──────── EXCERPTED RECORDS ────────
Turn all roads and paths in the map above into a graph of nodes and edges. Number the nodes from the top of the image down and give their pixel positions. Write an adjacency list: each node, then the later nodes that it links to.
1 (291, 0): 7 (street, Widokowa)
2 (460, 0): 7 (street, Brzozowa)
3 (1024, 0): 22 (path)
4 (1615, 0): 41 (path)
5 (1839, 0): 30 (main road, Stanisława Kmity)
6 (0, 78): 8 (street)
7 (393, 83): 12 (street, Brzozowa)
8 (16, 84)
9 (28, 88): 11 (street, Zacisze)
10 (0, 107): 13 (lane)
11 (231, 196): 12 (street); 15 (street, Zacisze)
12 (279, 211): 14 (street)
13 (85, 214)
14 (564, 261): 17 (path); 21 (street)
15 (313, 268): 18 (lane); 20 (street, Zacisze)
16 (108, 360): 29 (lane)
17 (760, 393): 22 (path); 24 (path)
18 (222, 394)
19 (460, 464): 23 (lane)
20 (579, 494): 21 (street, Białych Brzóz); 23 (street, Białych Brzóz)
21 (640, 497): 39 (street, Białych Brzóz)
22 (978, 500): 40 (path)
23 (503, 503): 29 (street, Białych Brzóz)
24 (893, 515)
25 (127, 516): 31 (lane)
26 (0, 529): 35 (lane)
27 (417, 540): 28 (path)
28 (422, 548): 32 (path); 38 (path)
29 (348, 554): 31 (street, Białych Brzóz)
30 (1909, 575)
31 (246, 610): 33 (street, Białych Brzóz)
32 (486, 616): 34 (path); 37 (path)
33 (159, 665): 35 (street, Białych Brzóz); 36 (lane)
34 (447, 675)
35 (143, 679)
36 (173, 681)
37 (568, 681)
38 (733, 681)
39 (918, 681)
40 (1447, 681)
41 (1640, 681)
────────
▶ _ASSIGNED TASK_
Would you give the data above again, exactly as written?

▶ _THE COMPLETED TASK_
Turn all roads and paths in the map above into a graph of nodes and edges. Number the nodes from the top of the image down and give their pixel positions. Write an adjacency list: each node, then the later nodes that it links to.
1 (291, 0): 7 (street, Widokowa)
2 (460, 0): 7 (street, Brzozowa)
3 (1024, 0): 22 (path)
4 (1615, 0): 41 (path)
5 (1839, 0): 30 (main road, Stanisława Kmity)
6 (0, 78): 8 (street)
7 (393, 83): 12 (street, Brzozowa)
8 (16, 84)
9 (28, 88): 11 (street, Zacisze)
10 (0, 107): 13 (lane)
11 (231, 196): 12 (street); 15 (street, Zacisze)
12 (279, 211): 14 (street)
13 (85, 214)
14 (564, 261): 17 (path); 21 (street)
15 (313, 268): 18 (lane); 20 (street, Zacisze)
16 (108, 360): 29 (lane)
17 (760, 393): 22 (path); 24 (path)
18 (222, 394)
19 (460, 464): 23 (lane)
20 (579, 494): 21 (street, Białych Brzóz); 23 (street, Białych Brzóz)
21 (640, 497): 39 (street, Białych Brzóz)
22 (978, 500): 40 (path)
23 (503, 503): 29 (street, Białych Brzóz)
24 (893, 515)
25 (127, 516): 31 (lane)
26 (0, 529): 35 (lane)
27 (417, 540): 28 (path)
28 (422, 548): 32 (path); 38 (path)
29 (348, 554): 31 (street, Białych Brzóz)
30 (1909, 575)
31 (246, 610): 33 (street, Białych Brzóz)
32 (486, 616): 34 (path); 37 (path)
33 (159, 665): 35 (street, Białych Brzóz); 36 (lane)
34 (447, 675)
35 (143, 679)
36 (173, 681)
37 (568, 681)
38 (733, 681)
39 (918, 681)
40 (1447, 681)
41 (1640, 681)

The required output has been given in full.